As the nineteenth century began to wind down, the Copper Empire had seemingly reached its peak. The C&H had reached epic status, Calumet and Houghton were booming metropolitan centers, and Quincy had earned its reputation as “old reliable” handily. The last major lode to have been discovered – the Kearsarge – had given birth to a dozen mines and communities along its length which now had matured into respected communities. To most living along this newly formed empire, the frontier had been tamed. Civilization had taken its place.

That newly formed civilization had its limits however. While lands to the north of the Portage had been thoroughly domesticated, those lands to the south were a completely different story. Here sat a new frontier – almost untouched by the hand of man. There was a good 30 miles of copper bearing lands here – but prospectors had long ago given up on their profitability. Unlike the lodes to the north which lurked near the surface, these southern lodes were buried deeper in the earth covered by a thick layer of overburden. This overburden – copper barren rock and soil – would have to be removed before any copper could be found. There were far easier prospects to the north to be had.

Downtown Atlantic Mine, one of the first settlements along the southern range

The first attempt to mine this southern range proved to be as successful as those early prospectors had predicted. The Whealkate mine made its pioneer attempt in 1851 – working shafts dug into the 1500 ft high bluff rising high over the Portage valley. The mine and mountain was named after the wife of one of the mine’s investors whose name was Kate (The “wheal” in the name is the Cornish work for “work” colloquially used to mean “mine”) . At the time this mountain was thought to be the highest in Michigan and that height was due to a hard copper core which made it resistant to erosion. Both assumptions turned out to be inaccurate. Copper was never found and the mine was quickly abandoned in 1853.
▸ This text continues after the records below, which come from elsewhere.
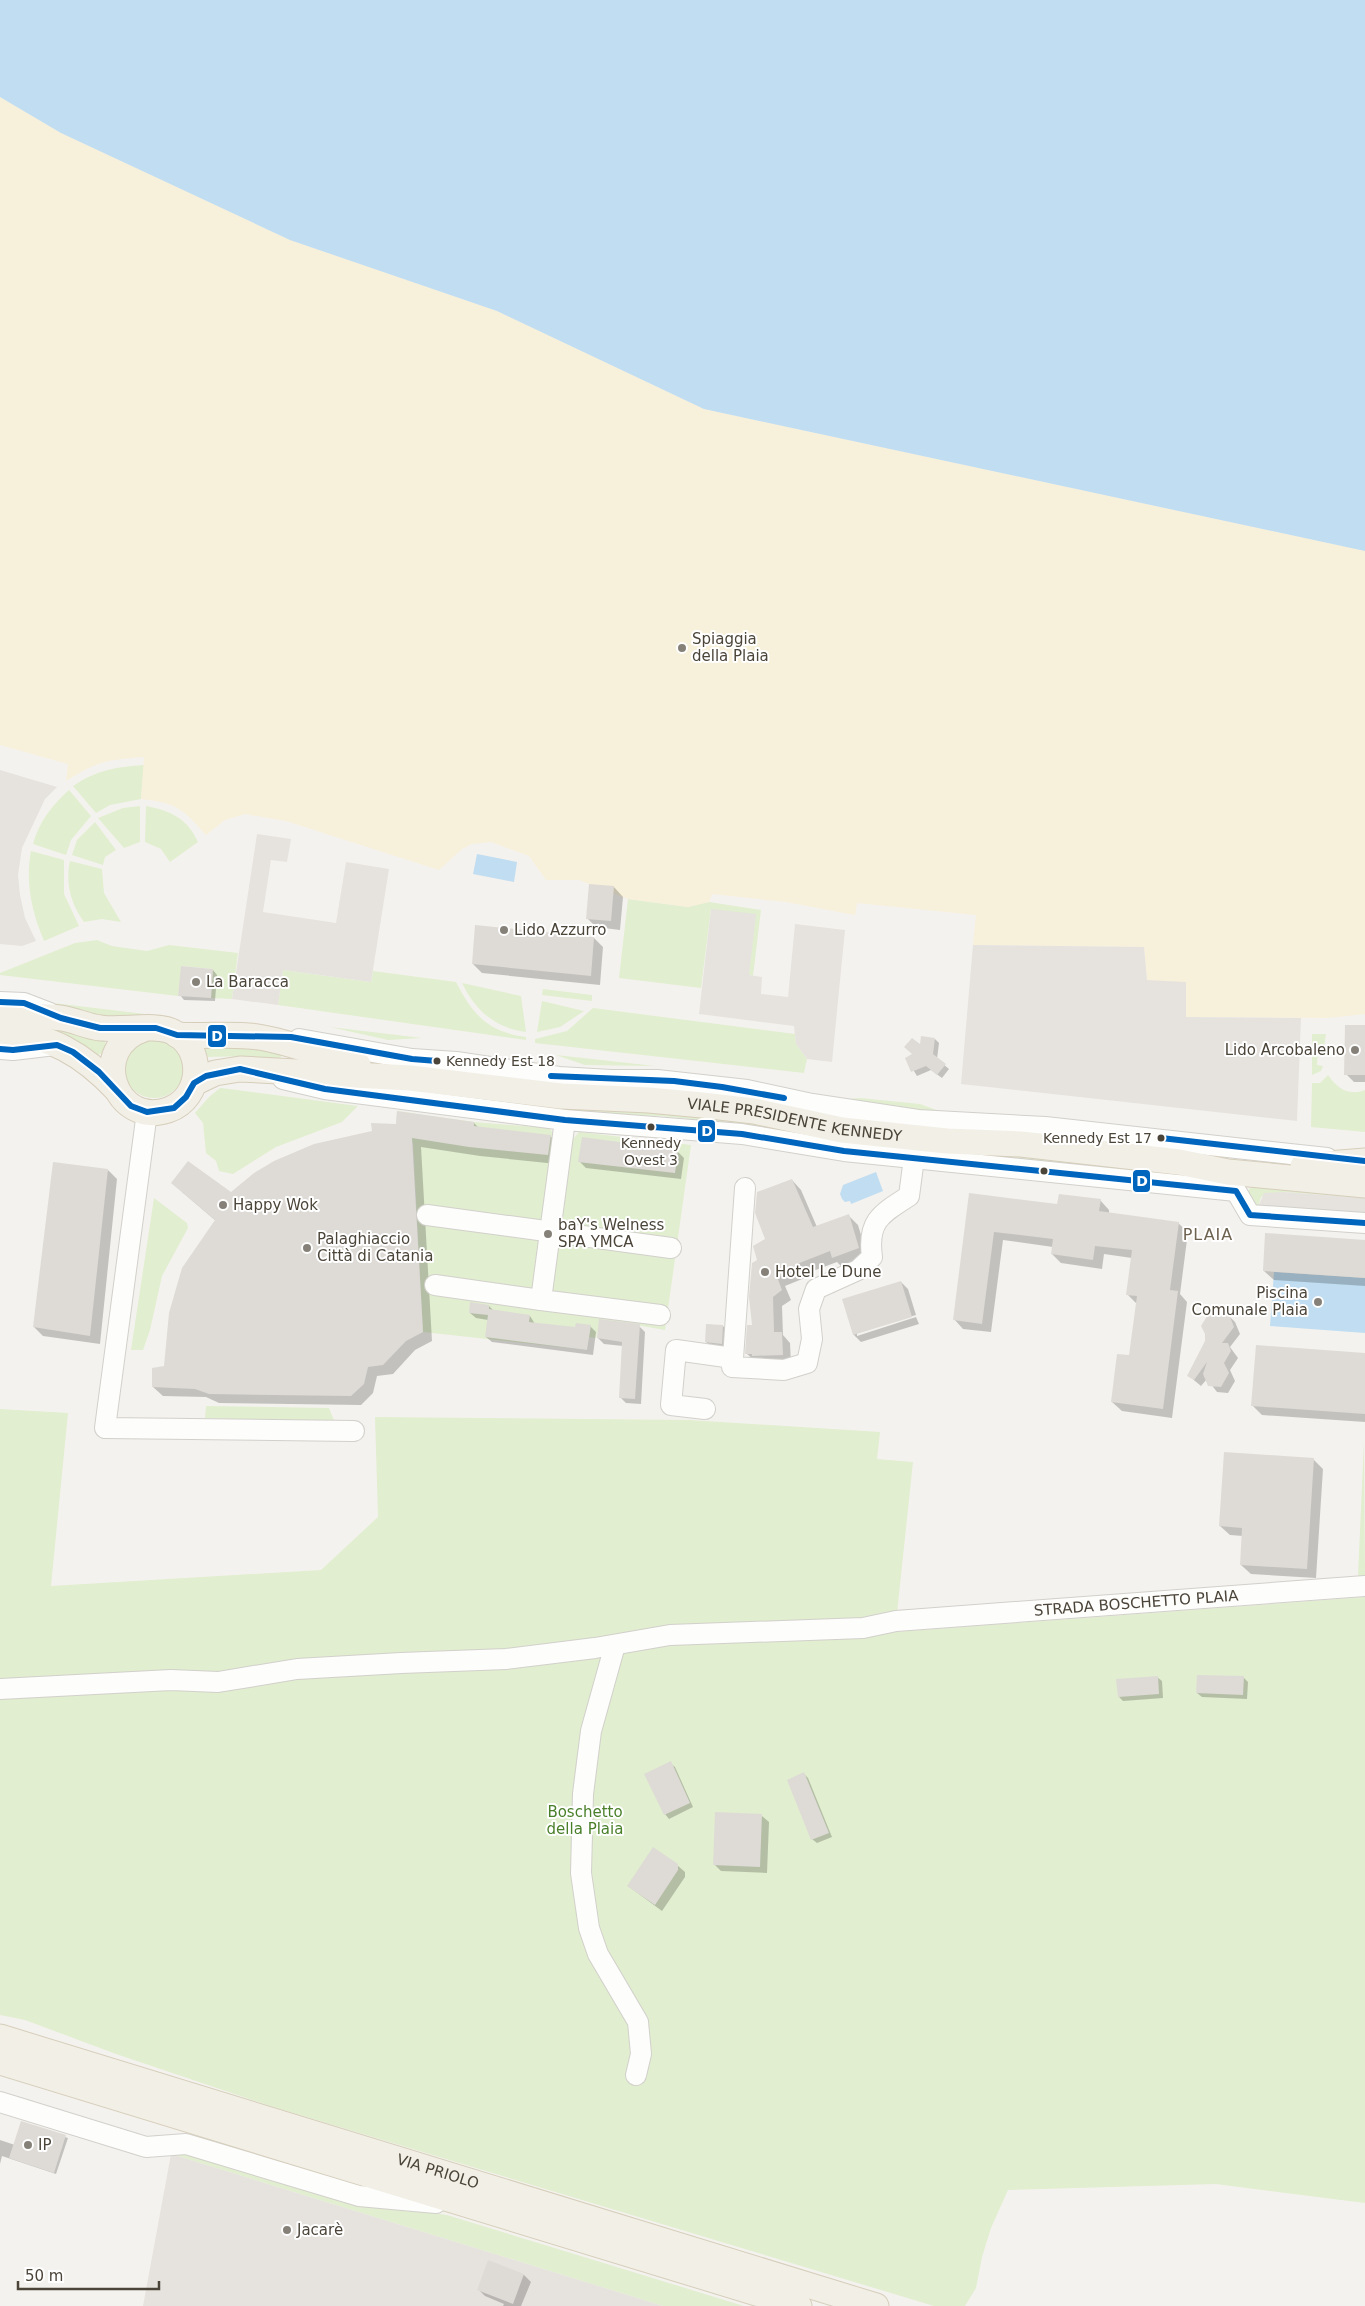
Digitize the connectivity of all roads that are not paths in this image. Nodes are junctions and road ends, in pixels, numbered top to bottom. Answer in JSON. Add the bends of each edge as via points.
{"nodes":[{"id":1,"x":0,"y":1002,"type":"edge"},
{"id":2,"x":0,"y":1017,"type":"edge"},
{"id":3,"x":61,"y":1018,"type":"junction"},
{"id":4,"x":144,"y":1029,"type":"junction"},
{"id":5,"x":0,"y":1031,"type":"edge"},
{"id":6,"x":177,"y":1035,"type":"junction"},
{"id":7,"x":257,"y":1037,"type":"junction"},
{"id":8,"x":58,"y":1045,"type":"junction"},
{"id":9,"x":0,"y":1049,"type":"edge"},
{"id":10,"x":240,"y":1070,"type":"junction"},
{"id":11,"x":410,"y":1078,"type":"junction"},
{"id":12,"x":194,"y":1083,"type":"junction"},
{"id":13,"x":117,"y":1090,"type":"junction"},
{"id":14,"x":147,"y":1112,"type":"junction"},
{"id":15,"x":565,"y":1120,"type":"junction"},
{"id":16,"x":914,"y":1158,"type":"junction"},
{"id":17,"x":1179,"y":1162,"type":"junction"},
{"id":18,"x":1363,"y":1170,"type":"edge"},
{"id":19,"x":1232,"y":1181,"type":"junction"},
{"id":20,"x":745,"y":1188,"type":"dead end"},
{"id":21,"x":427,"y":1215,"type":"dead end"},
{"id":22,"x":1365,"y":1223,"type":"edge"},
{"id":23,"x":550,"y":1232,"type":"junction"},
{"id":24,"x":671,"y":1248,"type":"dead end"},
{"id":25,"x":435,"y":1285,"type":"dead end"},
{"id":26,"x":541,"y":1300,"type":"junction"},
{"id":27,"x":660,"y":1315,"type":"dead end"},
{"id":28,"x":733,"y":1358,"type":"junction"},
{"id":29,"x":705,"y":1410,"type":"dead end"},
{"id":30,"x":354,"y":1431,"type":"dead end"},
{"id":31,"x":1365,"y":1586,"type":"edge"},
{"id":32,"x":614,"y":1645,"type":"junction"},
{"id":33,"x":0,"y":1689,"type":"edge"},
{"id":34,"x":0,"y":2038,"type":"edge"},
{"id":35,"x":0,"y":2062,"type":"edge"},
{"id":36,"x":636,"y":2075,"type":"dead end"},
{"id":37,"x":0,"y":2102,"type":"edge"},
{"id":38,"x":467,"y":2205,"type":"junction"},
{"id":39,"x":799,"y":2306,"type":"edge"},
{"id":40,"x":876,"y":2306,"type":"edge"}],
"edges":[{"from":1,"to":3,"type":"street","via":[[24,1003]]},
{"from":2,"to":3,"type":"main road"},
{"from":3,"to":4,"type":"main road","via":[[100,1028]]},
{"from":4,"to":6,"type":"main road","via":[[161,1028]]},
{"from":4,"to":13,"type":"main road","via":[[124,1040],[116,1053],[112,1068]]},
{"from":5,"to":8,"type":"main road","via":[[18,1032]]},
{"from":6,"to":7,"type":"main road"},
{"from":6,"to":12,"type":"main road","via":[[186,1042],[194,1056]]},
{"from":7,"to":11,"type":"main road"},
{"from":7,"to":18,"type":"street","via":[[291,1037],[412,1059],[559,1077],[657,1080],[748,1090],[812,1104],[918,1120],[1045,1127],[1197,1142]]},
{"from":8,"to":9,"type":"street"},
{"from":8,"to":13,"type":"main road","via":[[73,1052]]},
{"from":10,"to":11,"type":"main road"},
{"from":10,"to":12,"type":"main road","via":[[215,1073]]},
{"from":10,"to":15,"type":"street","via":[[325,1089]]},
{"from":11,"to":17,"type":"main road","name":"VIALE PRESIDENTE KENNEDY","via":[[562,1096],[702,1105],[754,1111],[842,1130],[1021,1144]]},
{"from":12,"to":14,"type":"main road","via":[[174,1108]]},
{"from":13,"to":14,"type":"main road","via":[[131,1106]]},
{"from":14,"to":30,"type":"street","via":[[105,1428]]},
{"from":15,"to":16,"type":"street","via":[[742,1134],[844,1151]]},
{"from":15,"to":23,"type":"street"},
{"from":16,"to":19,"type":"street"},
{"from":16,"to":28,"type":"street","via":[[909,1196],[880,1214],[869,1238],[872,1257],[858,1270],[816,1289],[809,1309],[812,1339],[807,1364],[784,1370],[732,1367]]},
{"from":17,"to":18,"type":"main road"},
{"from":17,"to":19,"type":"main road"},
{"from":18,"to":19,"type":"main road"},
{"from":19,"to":22,"type":"street","via":[[1250,1215]]},
{"from":20,"to":28,"type":"street"},
{"from":21,"to":23,"type":"street"},
{"from":23,"to":24,"type":"street"},
{"from":23,"to":26,"type":"street"},
{"from":25,"to":26,"type":"street"},
{"from":26,"to":27,"type":"street"},
{"from":28,"to":29,"type":"street","via":[[676,1350],[671,1405]]},
{"from":31,"to":32,"type":"street","name":"STRADA BOSCHETTO PLAIA","via":[[908,1620],[863,1628],[670,1635]]},
{"from":32,"to":33,"type":"street","name":"STRADA BOSCHETTO PLAIA","via":[[506,1659],[297,1669],[218,1682],[171,1680]]},
{"from":32,"to":36,"type":"street","via":[[591,1731],[583,1794],[581,1874],[589,1928],[598,1954],[638,2022],[641,2054]]},
{"from":34,"to":40,"type":"main road","name":"VIA PRIOLO"},
{"from":35,"to":38,"type":"main road","name":"VIA PRIOLO"},
{"from":37,"to":38,"type":"street","via":[[146,2147],[186,2144],[359,2196]]},
{"from":38,"to":39,"type":"main road","name":"VIA PRIOLO"}]}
The Whealkate’s failure help keep development of the southern lands at bay for some time. As the century came to a close however, the “easier” copper lodes to the north were quickly becoming pillaged. New sources of copper were becoming scarce and prospective copper mines had to look harder to find new sources of copper. Investors finally started to take another look at that last copper frontier to the south for those new deposits, the Whealkate’s failure notwithstanding. Helping fuel the idea that profitable mining might in fact be possible to the south was the unlikely sucess of the Atlantic Mine – which was opened in 1872.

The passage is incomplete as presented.